Relevance of PRS across ethnic groups

An even bigger issue stems from the fact that most PRS developed to date were optimized for use in populations of primarily European ancestry and their performance in other ethnic groups is diminished. This ethnic bias can result in inaccurate risk estimates in non-European populations[4]. Lack of general relevance to non-Caucasian populations can lead to health disparities and confusion about the use of these tests. This major shortcoming is well-recognized by test developers and there are ongoing efforts to remedy it.

Utility of polygenic risk scores

Just like many Mendelian forms of disease, high PRS may be useful for identifying individuals who would benefit from increased surveillance, prophylactic treatment or risk reducing procedures, regardless of which gene is mutated.

But unlike their Mendelian counterparts, polygenic risk is not due to a single pathogenic variant in a specific gene and so we lose some potentially valuable knowledge that might inform treatment.  For Mendelian disease genes, patients may be candidates for targeted therapies.
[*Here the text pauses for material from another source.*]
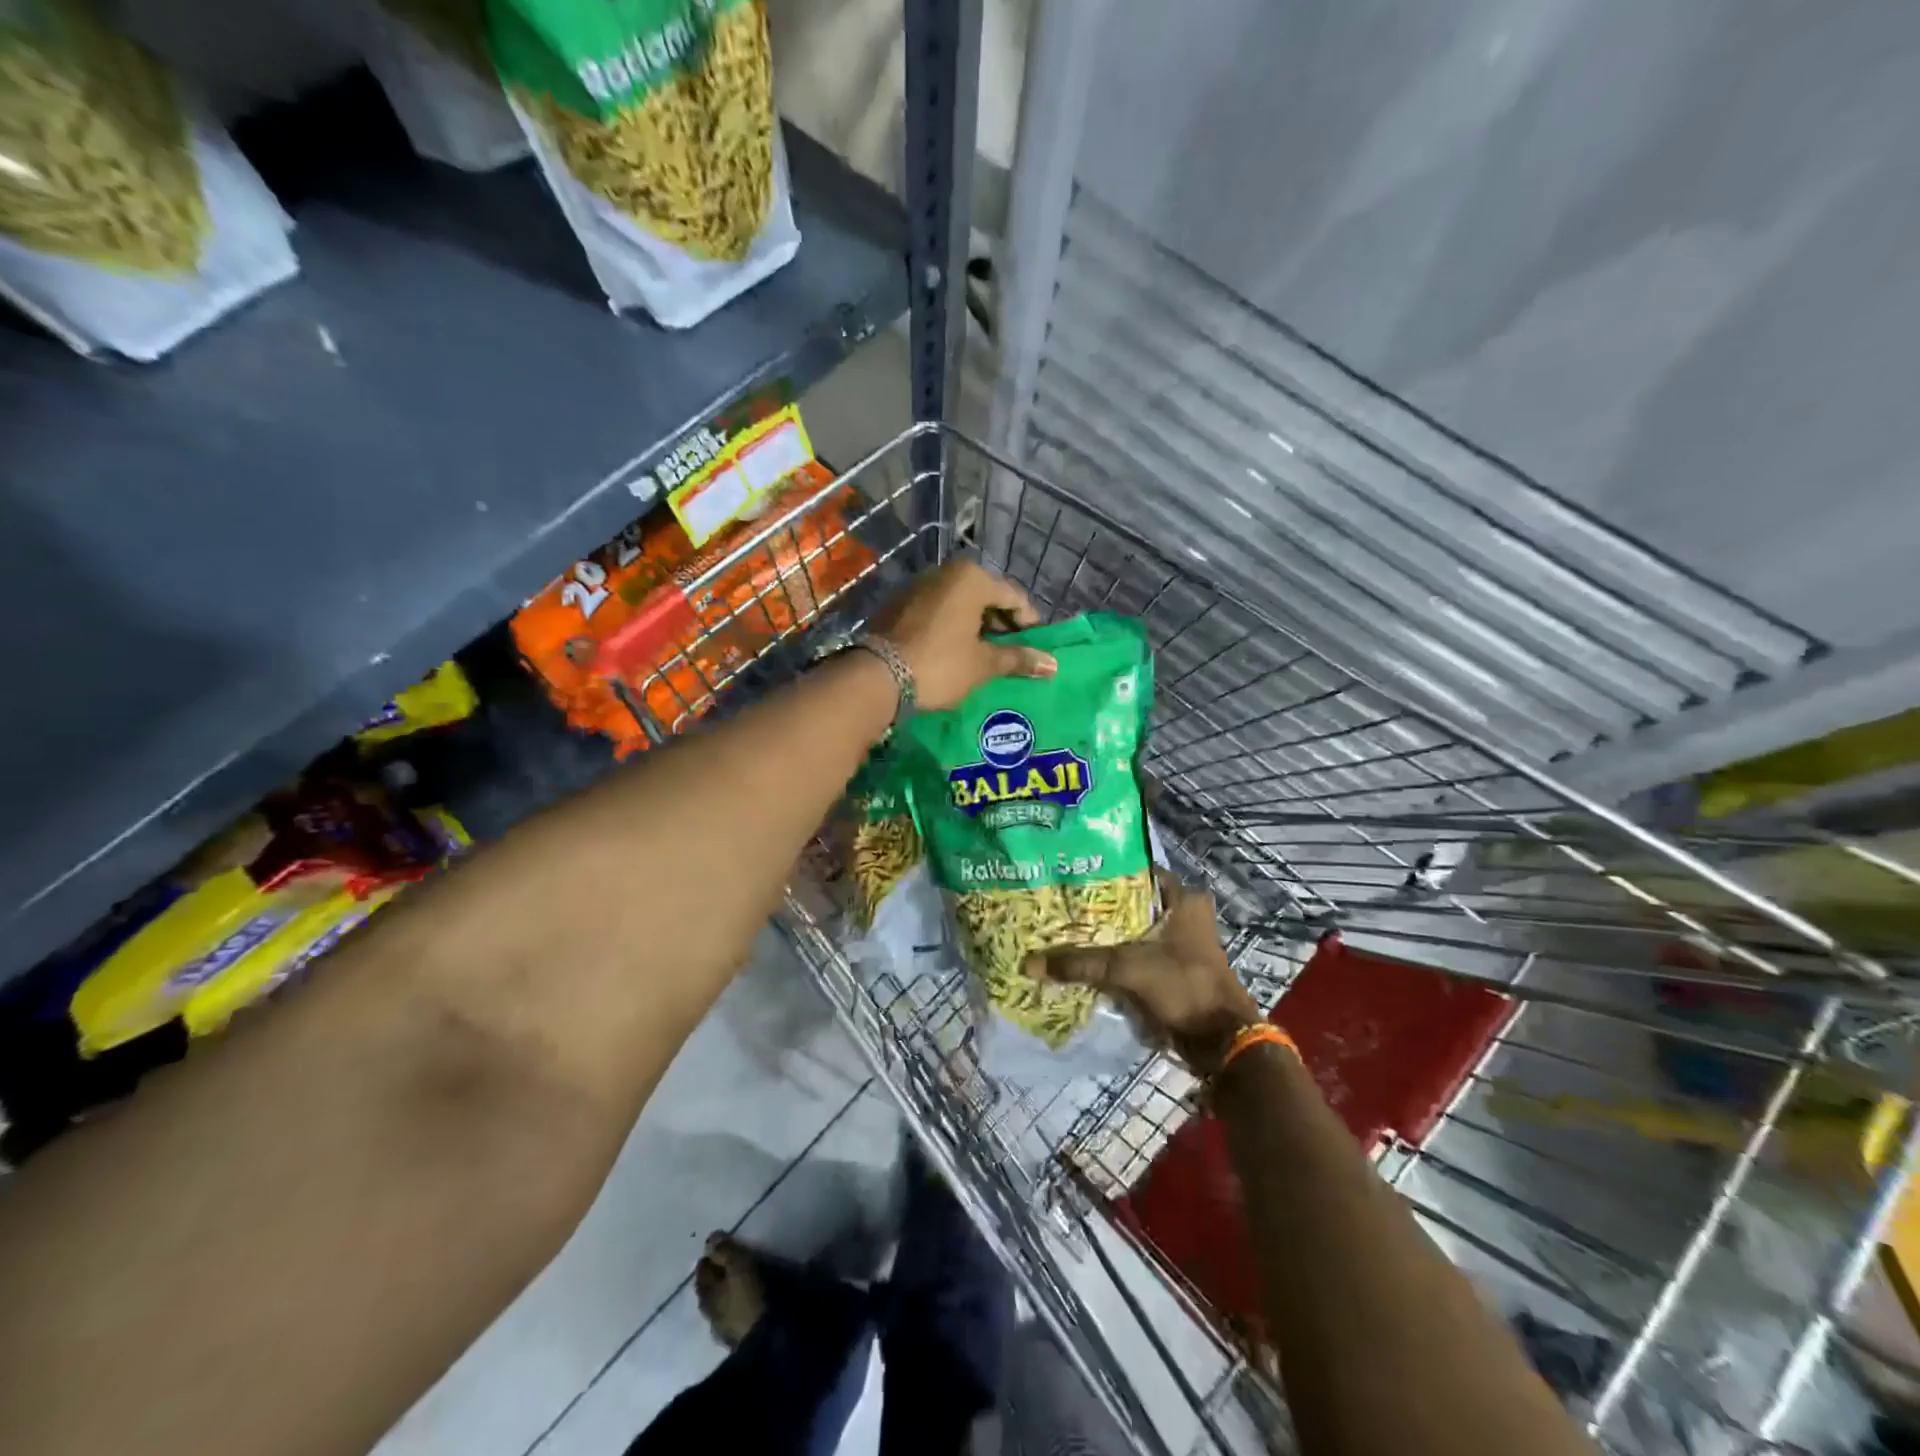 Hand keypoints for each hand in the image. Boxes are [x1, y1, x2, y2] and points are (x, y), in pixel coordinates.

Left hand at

Moreover, cascade screening can also help identify family members who have the same pathogenic variant and also be at high risk of disease. In contrast, for high risk PRS, the underlying genetic risk is generic and has less utility for informing treatment or cascade screening.

Validity of commercial polygenic risk scores

Besides the general concerns noted above, there are other reasons to be cautious about individual PRS tests on the market. Unlike Mendelian genetic tests where testing companies state exactly which genes they are evaluating and the user can independently verify the clinical validity of that gene, PRS are a black box. PRS may differ from one another based on the specific variants included in the test, the weights assigned to each variant and how they are combined to generate the PRS. Moreover, none of that underlying information may be available for the user to independently verify.

An important step in PRS development is validation of the test in a study population that is independent of the population used to derive the PRS. In a largely unregulated field, nobody is policing this step, so we have to rely upon the test providers to share information about validation studies on their website. It’s very possible that the PRS test being offered by a company lacks any type of rigorous validation.

Proceed with caution

The value of using a PRS in clinical care is really up to the health care provider. But, here’s what health care providers should know:

  1. Not all PRS are relevant to non-Caucasian populations and may provide biased risk estimates if used in different ethnic groups

  2. Not all PRS are the same and PRS tests from different companies could give conflicting results

  3. Not all PRS tests have been rigorously validated, so sticking with PRS tests offered by reputable genetic testing labs is recommended

To learn more about the application of genetic testing, including polygenic risk scores, to clinical practice, enroll in our online courses or attend one of our upcoming workshops.

[1] Kalf RR, et al. Genet Med 2014;16:85–91.

[2] A selection of the literature: Khera AV, et al. Nat Genet 2018; 50(9):1219-1224.  Mavaddat N, et al. J Natl Cancer Inst. 2015;107(5):djv036.  Tosta G, et al. Neurology 2017;88(12):1180-1186. 

[3]  Wald NJ and Old R. Genet Med 2019. 

 [4]  De La Vega FM and Bustamante C. Genome Med. 2018 Dec 27;10(1):100.